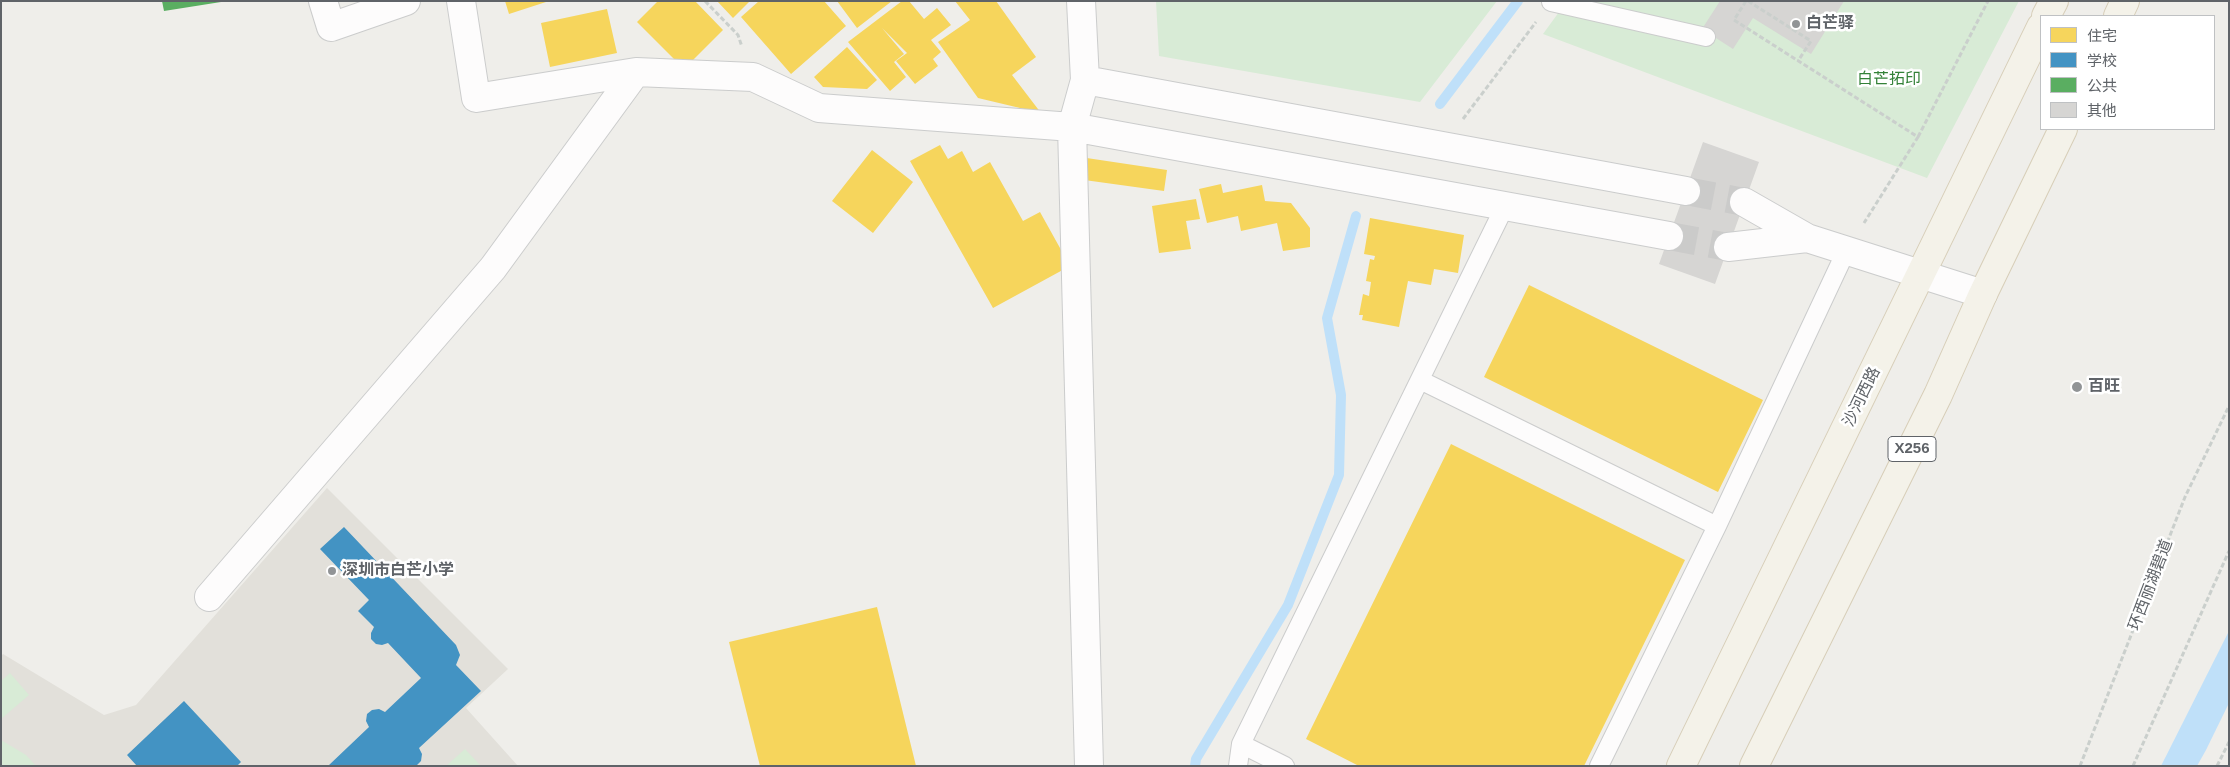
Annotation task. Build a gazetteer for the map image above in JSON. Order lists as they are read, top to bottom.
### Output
{
  "streets": {
    "main road": ["沙河西路", "X256"],
    "path": ["环西丽湖碧道"]
  },
  "parks": ["白芒拓印"],
  "places": ["白芒驿", "百旺", "深圳市白芒小学"],
  "legend": [
    "住宅",
    "学校",
    "公共",
    "其他"
  ]
}
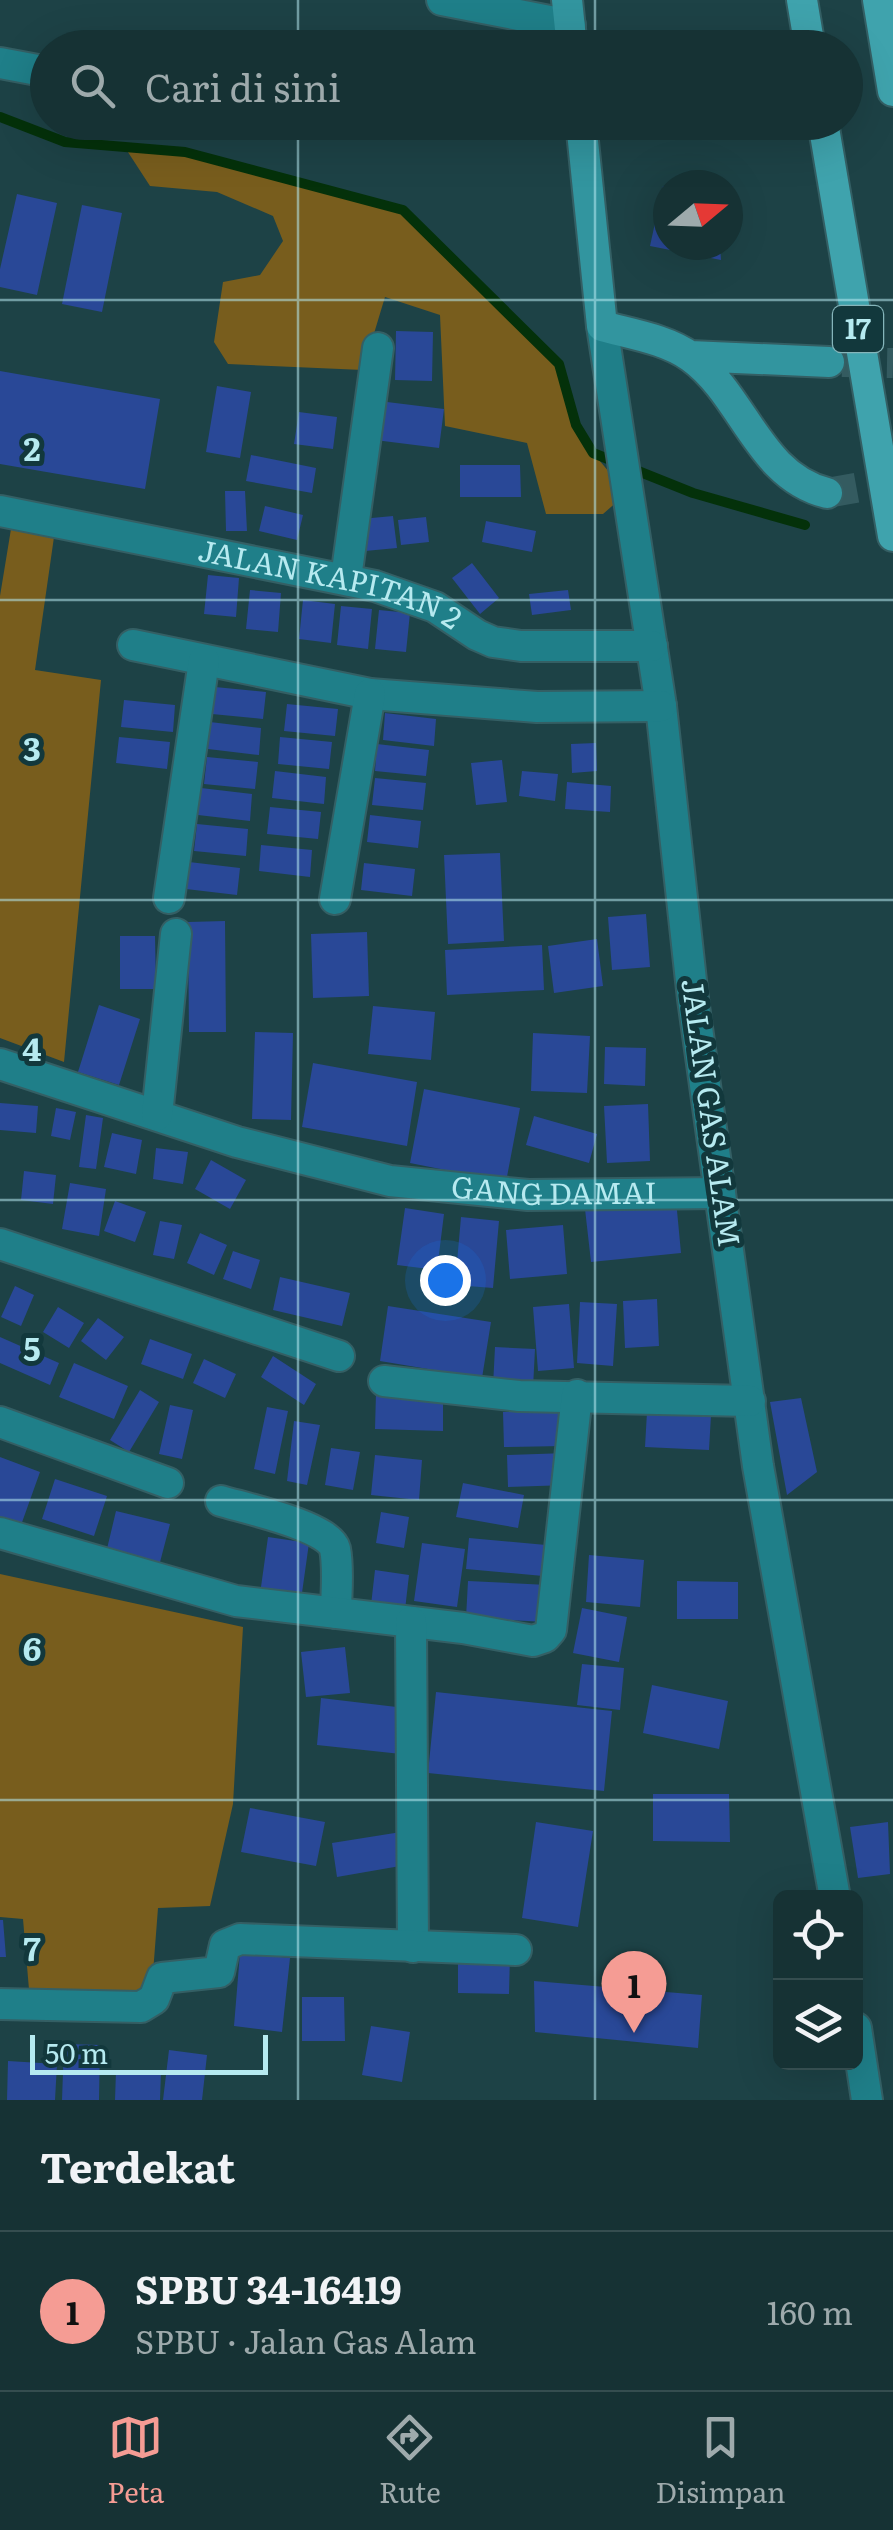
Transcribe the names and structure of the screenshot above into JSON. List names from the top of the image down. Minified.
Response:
{"streets":{"highway":["17"],"main road":["JALAN GAS ALAM"],"street":["JALAN KAPITAN 2","GANG DAMAI"]},"crossings":[["JALAN KAPITAN 2","JALAN GAS ALAM"],["JALAN GAS ALAM","GANG DAMAI"]],"scale_bar":"50 m","north":"right","page":{"search":"Cari di sini","pins":"1","scale":"50 m","heading":"Terdekat","list":[{"mark":"1","name":"SPBU 34-16419","note":"SPBU · Jalan Gas Alam","value":"160 m"}],"nav":["Peta","Rute","Disimpan"]},"grid":{"rows":["2","3","4","5","6","7"]}}
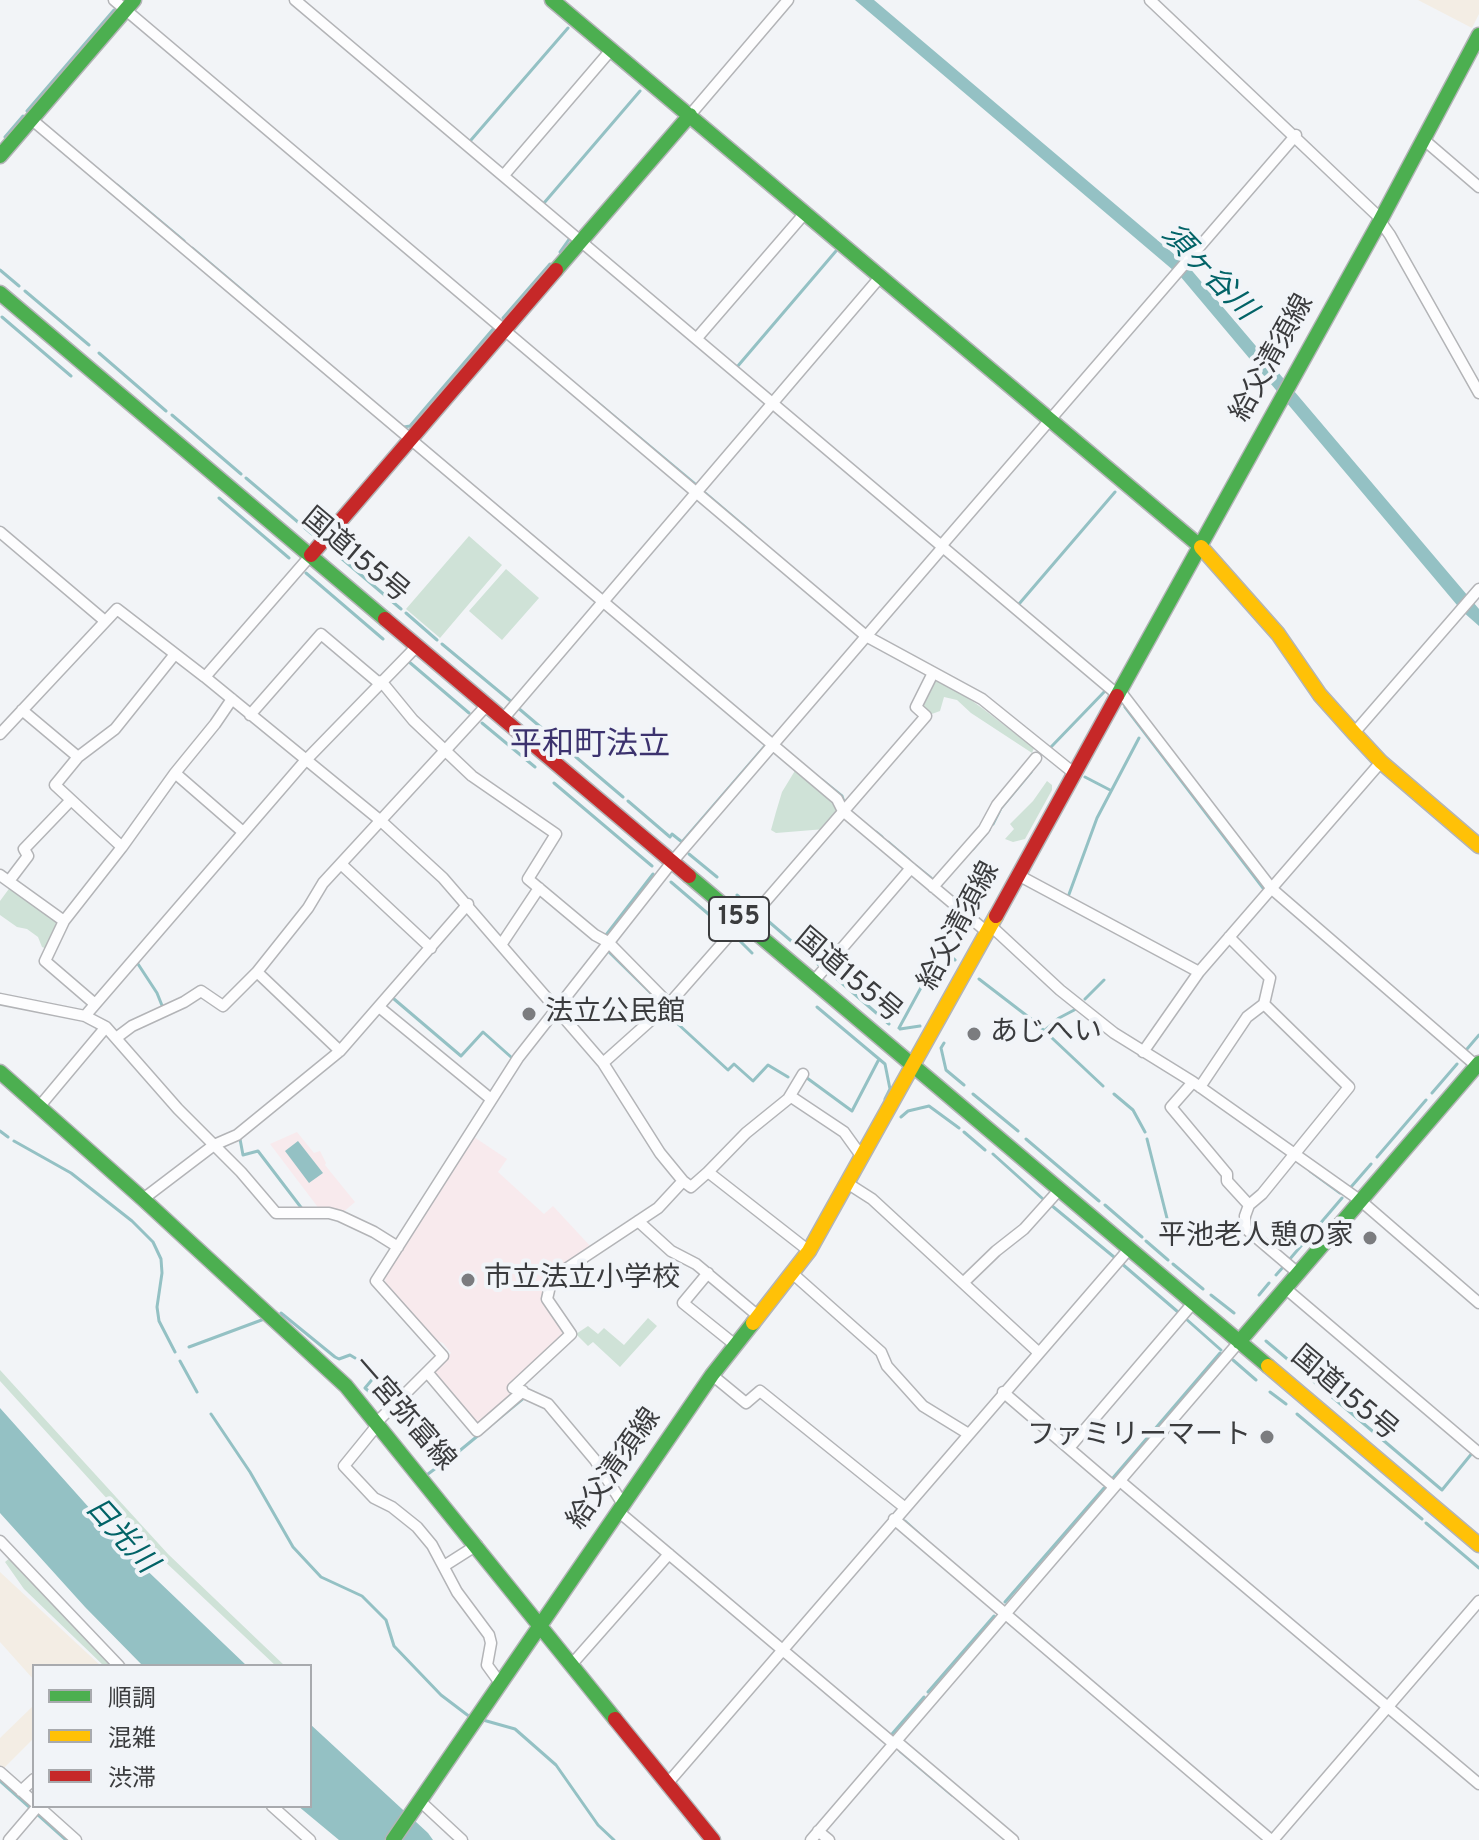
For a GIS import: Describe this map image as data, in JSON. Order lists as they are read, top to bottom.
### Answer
{
  "streets": {
    "main road": [
      "給父清須線",
      "国道155号",
      "155",
      "一宮弥富線"
    ]
  },
  "crossings": [
    ["給父清須線", "国道155号"],
    ["給父清須線", "一宮弥富線"]
  ],
  "districts": ["平和町法立"],
  "water": ["須ヶ谷川", "日光川"],
  "places": [
    "法立公民館",
    "あじへい",
    "平池老人憩の家",
    "市立法立小学校",
    "ファミリーマート"
  ],
  "legend": ["順調", "混雑", "渋滞"]
}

Assignment:
An exact transcript of the listing is needed, free of pictures.

Answer for this exercise:
Annotation task. Build a gazetteer for the map image above in JSON. Order lists as they are read, top to bottom.
### Output
{
  "streets": {
    "main road": ["沙河西路", "X256"],
    "path": ["环西丽湖碧道"]
  },
  "parks": ["白芒拓印"],
  "places": ["白芒驿", "百旺", "深圳市白芒小学"],
  "legend": [
    "住宅",
    "学校",
    "公共",
    "其他"
  ]
}
Transcribe the names and structure of the screenshot above into JSON. List names from the top of the image down. Minified.
Response:
{"streets":{"highway":["17"],"main road":["JALAN GAS ALAM"],"street":["JALAN KAPITAN 2","GANG DAMAI"]},"crossings":[["JALAN KAPITAN 2","JALAN GAS ALAM"],["JALAN GAS ALAM","GANG DAMAI"]],"scale_bar":"50 m","north":"right","page":{"search":"Cari di sini","pins":"1","scale":"50 m","heading":"Terdekat","list":[{"mark":"1","name":"SPBU 34-16419","note":"SPBU · Jalan Gas Alam","value":"160 m"}],"nav":["Peta","Rute","Disimpan"]},"grid":{"rows":["2","3","4","5","6","7"]}}
For a GIS import: Describe this map image as data, in JSON. Order lists as they are read, top to bottom.
### Answer
{
  "streets": {
    "main road": [
      "給父清須線",
      "国道155号",
      "155",
      "一宮弥富線"
    ]
  },
  "crossings": [
    ["給父清須線", "国道155号"],
    ["給父清須線", "一宮弥富線"]
  ],
  "districts": ["平和町法立"],
  "water": ["須ヶ谷川", "日光川"],
  "places": [
    "法立公民館",
    "あじへい",
    "平池老人憩の家",
    "市立法立小学校",
    "ファミリーマート"
  ],
  "legend": ["順調", "混雑", "渋滞"]
}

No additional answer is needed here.